Project Briefing
FaviconFinder is a small, pure Swift library designed for iOS and macOS applications that allows you to detect favicons used by a website.
Why not just download the file that exists at https://site.com/favicon.ico
? There are multiple places that a developer can place their favicon, not just at the root directory with the specific filename of favicon.ico
. The favicon’s address may be linked within the HTML header tags, or it may be within a web application manifest JSON file, or it could even be a file with a custom filename.
FaviconFinder handles the dirty work for you and iterates through the numerous possible favicon locations, and simply delivers the image to you in a closure, once the image is found.
FaviconFinder will:
- Detect the favicon in the root directory of the URL provided.
- Automatically check if the favicon is located within the root URL if the subdomain failed (Will check
https://site.com/favicon.ico
ifhttps://subdomain.site.com/favicon.ico
fails). - Detect and parse the HTML at the URL for the declaration of the favicon.

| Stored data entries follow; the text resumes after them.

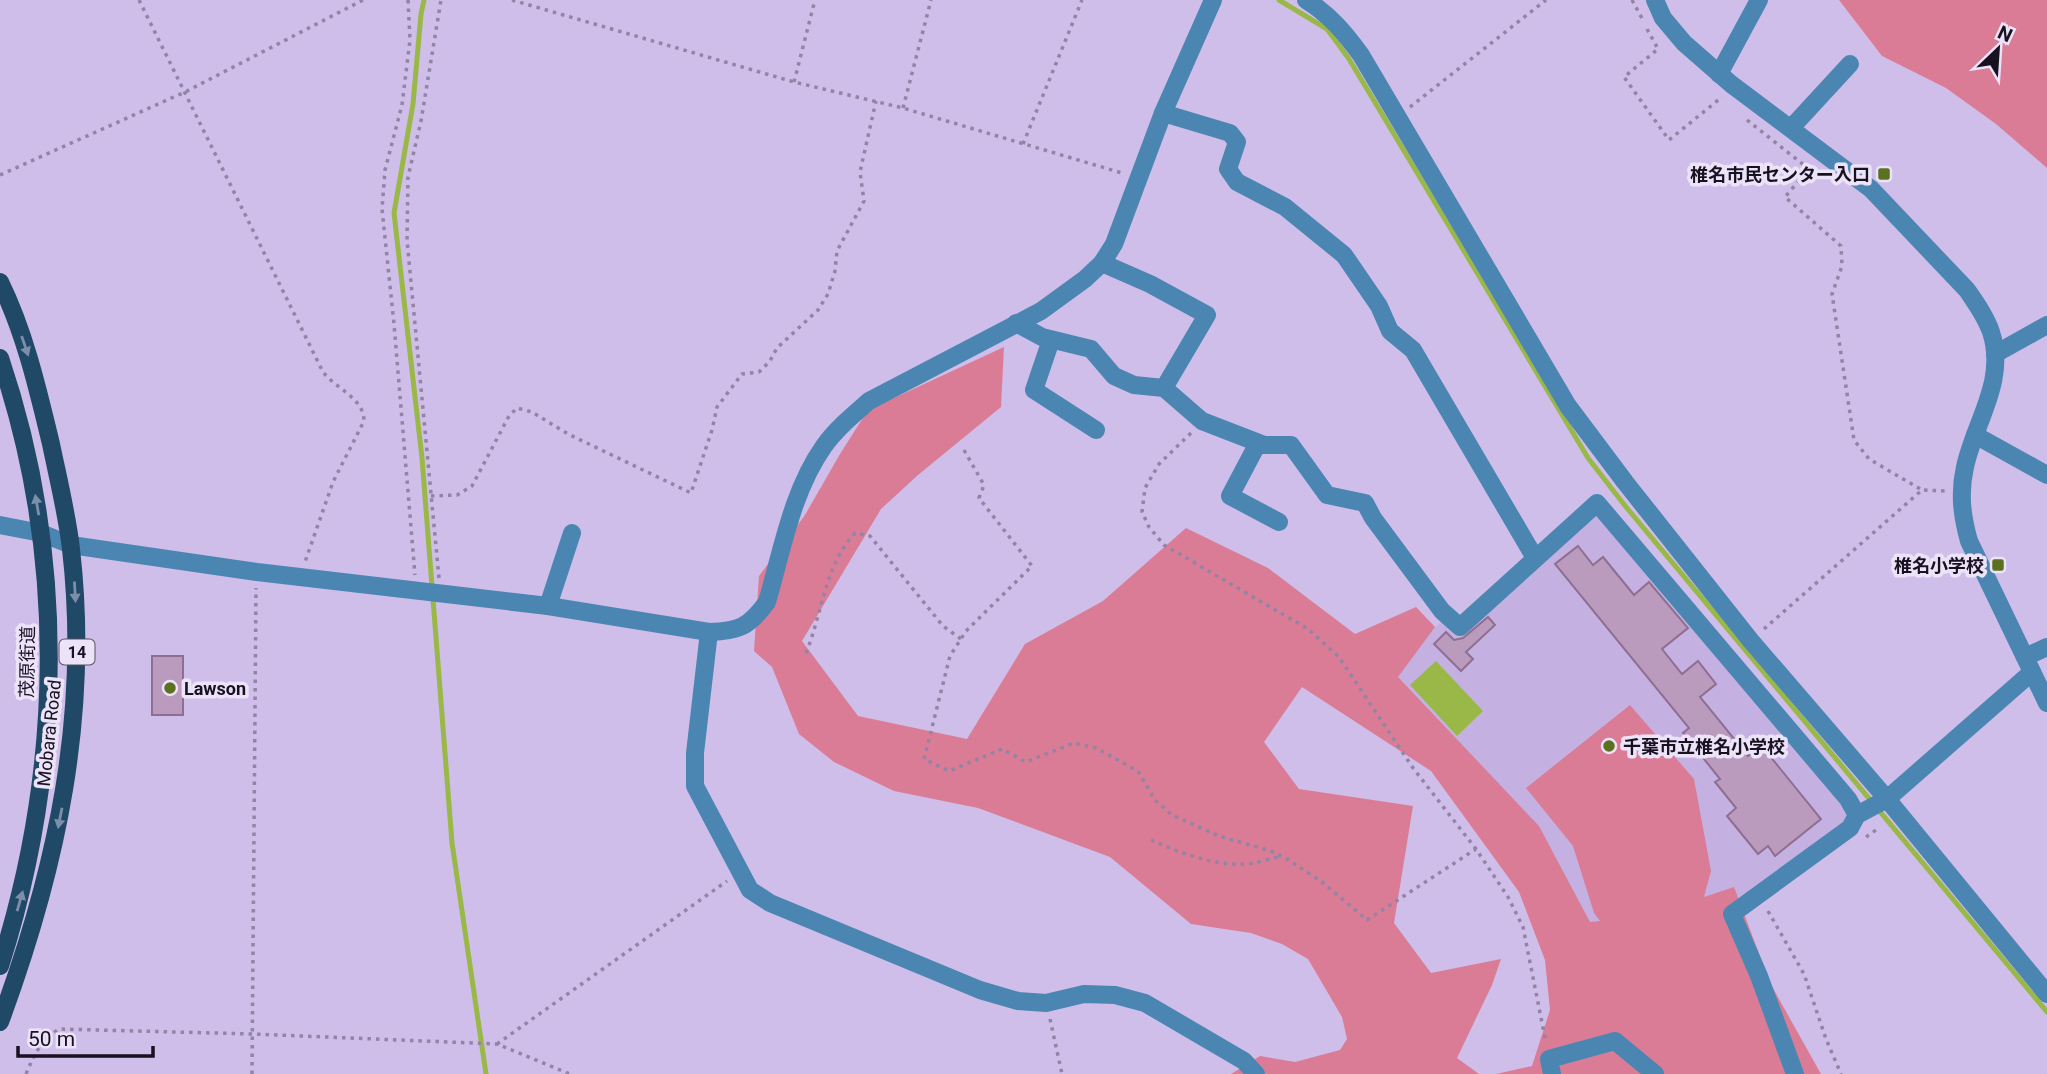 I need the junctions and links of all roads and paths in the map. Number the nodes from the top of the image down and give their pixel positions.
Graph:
1 (139, 0) edge
2 (363, 0) edge
3 (408, 0) edge
4 (441, 0) edge
5 (512, 0) edge
6 (816, 0) edge
7 (931, 0) edge
8 (1082, 0) edge
9 (1213, 0) edge
10 (1306, 0) edge
11 (1546, 0) edge
12 (1632, 0) edge
13 (1655, 0) edge
14 (1759, 0) edge
15 (1850, 64) dead end
16 (1725, 79) junction
17 (794, 82) junction
18 (185, 92) junction
19 (876, 101) junction
20 (903, 108) junction
21 (1163, 113) junction
22 (1740, 115) dead end
23 (1399, 116) junction
24 (1791, 128) junction
25 (1023, 144) junction
26 (0, 175) edge
27 (1139, 177) junction
28 (1102, 263) junction
29 (0, 282) edge
30 (1016, 323) junction
31 (2047, 325) edge
32 (1051, 340) junction
33 (1995, 355) junction
34 (0, 358) edge
35 (1164, 388) junction
36 (1202, 421) junction
37 (1096, 430) dead end
38 (1975, 435) junction
39 (1258, 443) junction
40 (964, 450) dead end
41 (2047, 475) edge
42 (1922, 490) junction
43 (1961, 492) junction
44 (431, 496) junction
45 (1279, 522) dead end
46 (0, 525) edge
47 (41, 533) junction
48 (572, 533) dead end
49 (71, 545) junction
50 (1535, 558) junction
51 (257, 572) junction
52 (299, 577) junction
53 (416, 591) junction
54 (440, 594) junction
55 (548, 606) junction
56 (709, 632) junction
57 (961, 639) junction
58 (1751, 641) junction
59 (2047, 647) edge
60 (806, 653) dead end
61 (2028, 665) junction
62 (2047, 703) edge
63 (1887, 799) junction
64 (1857, 815) junction
65 (1879, 828) dead end
66 (1151, 840) dead end
67 (1858, 844) dead end
68 (1476, 849) junction
69 (1281, 856) junction
70 (741, 872) junction
71 (1775, 904) dead end
72 (0, 966) edge
73 (2047, 994) edge
74 (1046, 1003) junction
75 (0, 1022) edge
76 (253, 1034) junction
77 (497, 1044) junction
78 (1551, 1067) edge
79 (26, 1074) edge
80 (252, 1074) edge
81 (570, 1074) edge
82 (1062, 1074) edge
83 (1256, 1074) edge
84 (1655, 1074) edge
85 (1795, 1074) edge
86 (1841, 1074) edge

1 - 18 path
2 - 18 path
3 - 53 path
4 - 44 path
5 - 17 path
6 - 17 path
7 - 20 path
8 - 25 path
9 - 21 street
10 - 23 street
11 - 23 path
12 - 16 path
13 - 16 street
14 - 16 street
15 - 24 street
16 - 24 street
17 - 19 path
18 - 26 path
18 - 52 path
19 - 20 path
19 - 44 path
20 - 25 path
21 - 27 street
21 - 50 street
22 - 42 path
23 - 58 street
24 - 33 street
25 - 27 path
27 - 28 street
28 - 30 street
28 - 35 street
29 -> 49 main road, Mobara Road / 14
30 - 32 street
30 - 56 street
31 - 33 street
32 - 35 street
32 - 37 street
33 - 38 street
47 -> 34 main road, 茂原街道 / 14
35 - 36 street
36 - 39 street
36 - 68 path
38 - 41 street
38 - 43 street
39 - 45 street
39 - 50 street
40 - 57 path
42 - 43 path
42 - 58 path
43 - 61 street
44 - 54 path
46 - 47 street
47 - 49 street
72 -> 47 main road, 茂原街道 / 14
48 - 55 street
49 - 51 street
49 -> 75 main road, Mobara Road / 14
50 - 64 street
51 - 52 street
51 - 76 path
52 - 53 street
53 - 54 street
54 - 55 street
55 - 56 street
56 - 70 street
57 - 60 path
57 - 69 path
58 - 63 street
59 - 61 street
61 - 62 street
61 - 63 street
63 - 64 street
63 - 73 street
64 - 85 street
65 - 67 path
66 - 69 path
68 - 69 path
68 - 78 path
70 - 74 street
70 - 77 path
71 - 86 path
74 - 82 path
74 - 83 street
76 - 77 path
76 - 79 path
76 - 80 path
77 - 81 path
78 - 84 street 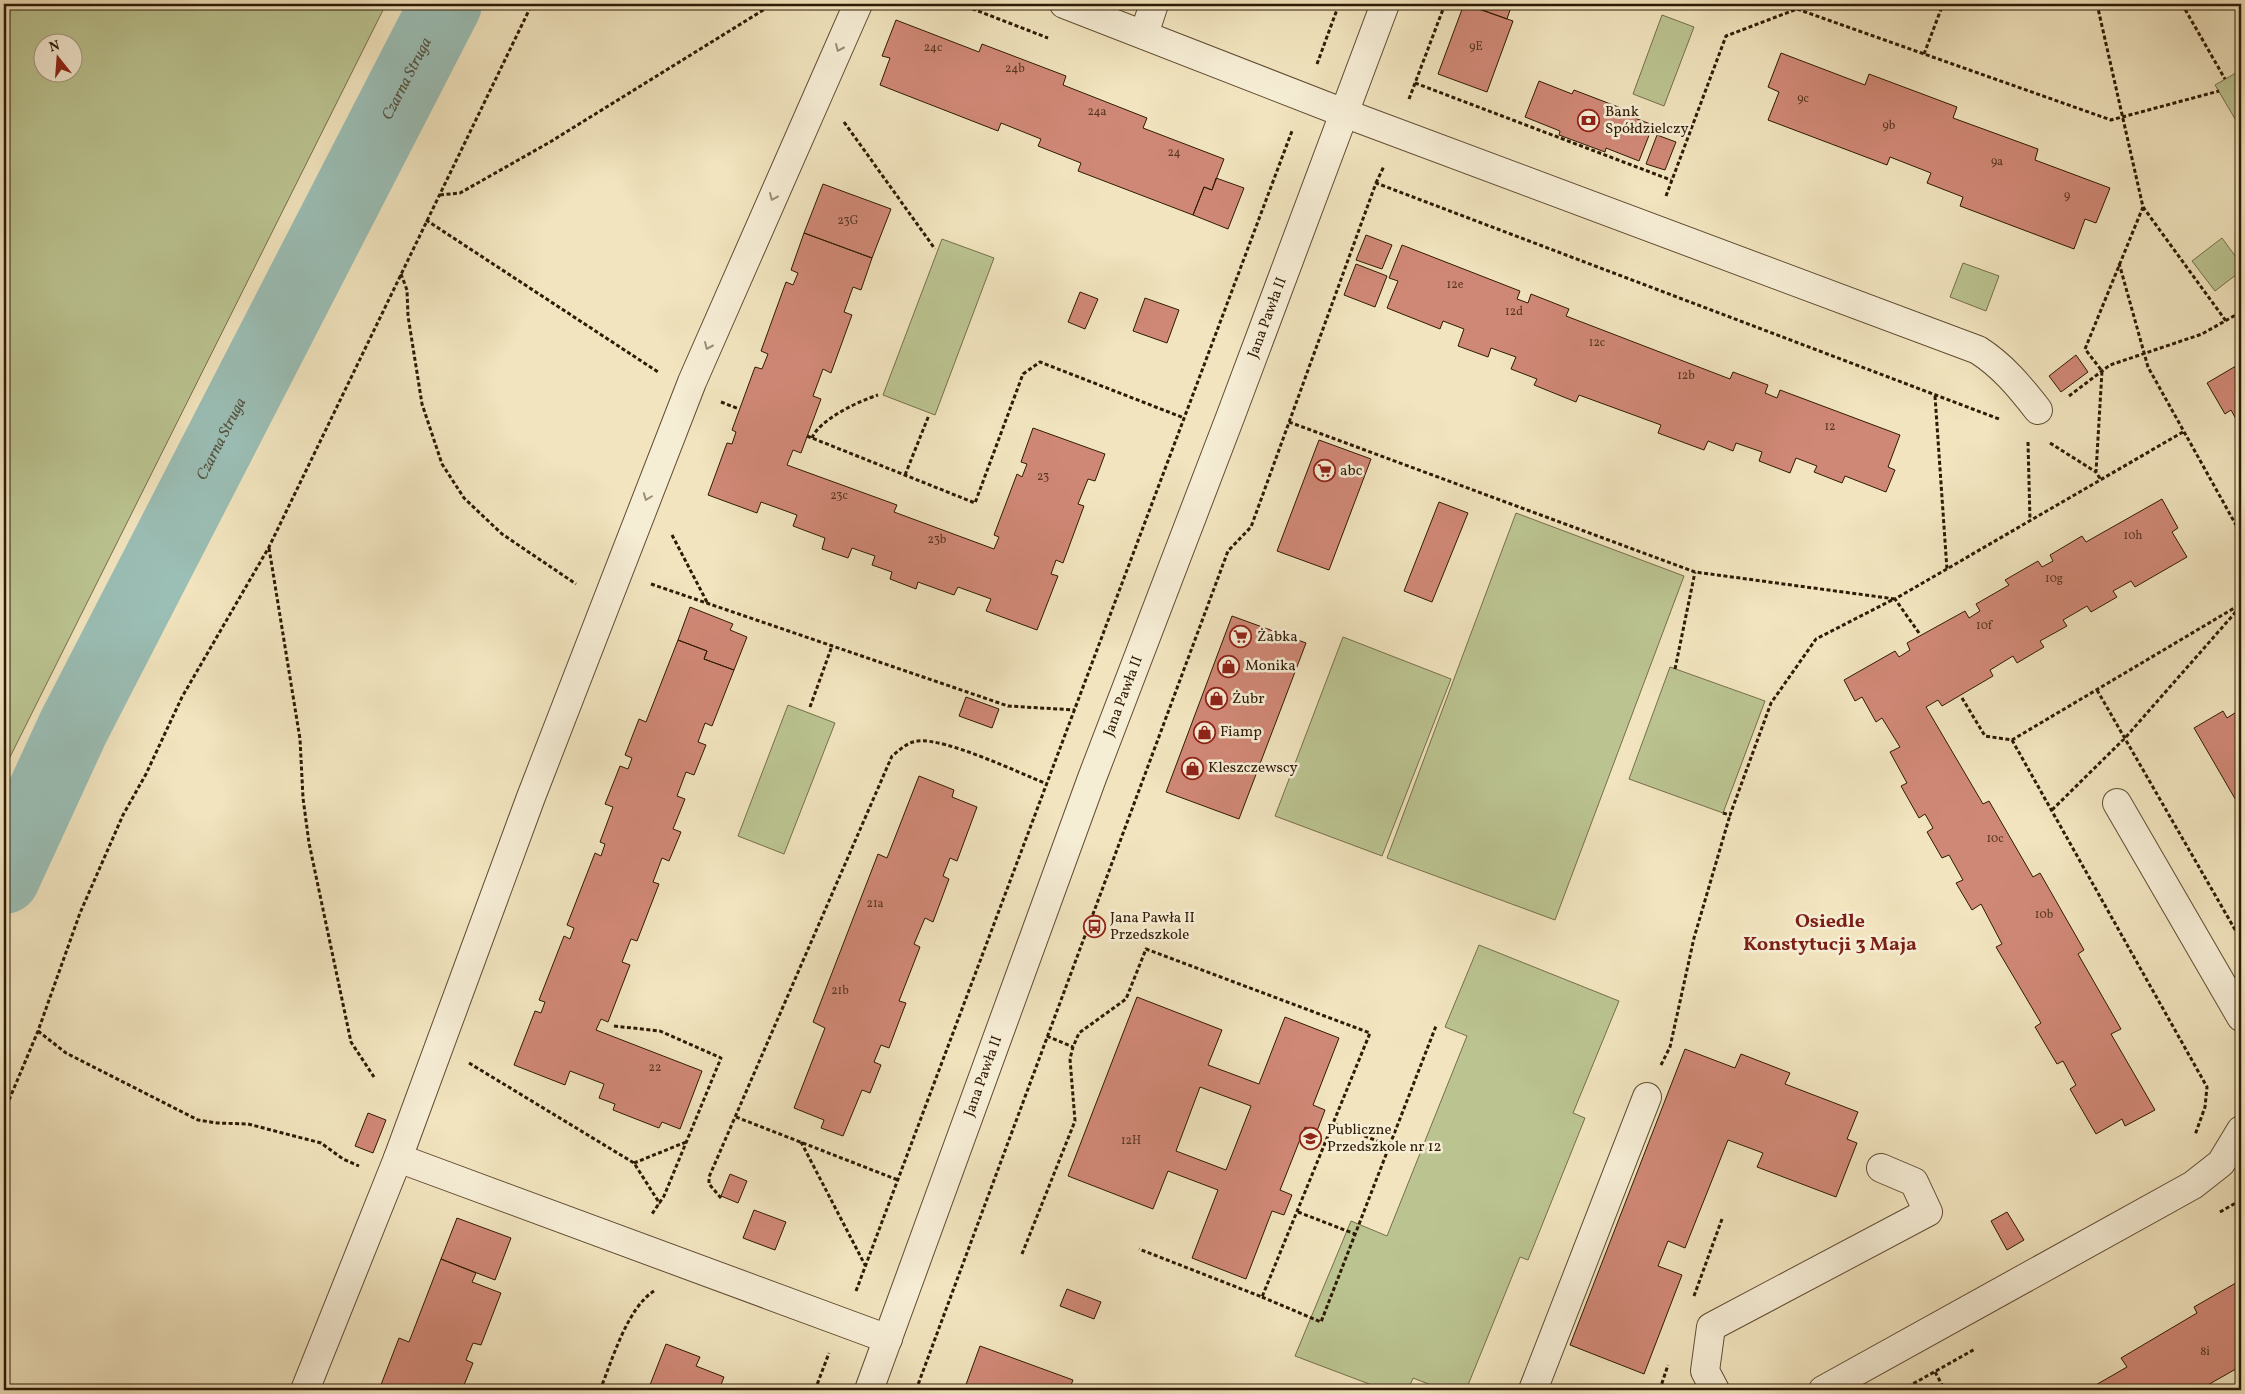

- Resolve the favicon URL for you, even if it’s a relative URL to the subdomain that you’re querying.
- Allow you to prioritise which format of favicon you would like served.
- Detect and parse web application manifest JSON files for favicon locations.
- If you set
checkForMetaRefreshRedirect
to true, FaviconFinder will analyse the HTML for a meta refresh redirect tag. If such a tag is found, the URL in the tag is the URL that will be queried.
Technical Details
- FaviconFinder uses Swift 5, and runs for the iOS, macOS, and Linux platforms.
- The FaviconFinder project uses the MIT licence, and is hosted on Github.
- FaviconFinder supports CocoaPods, Carthage and Swift Package Manager.
- FaviconFinder uses unit tests in conjunction with Github Actions to ensure consistent code quality is maintained.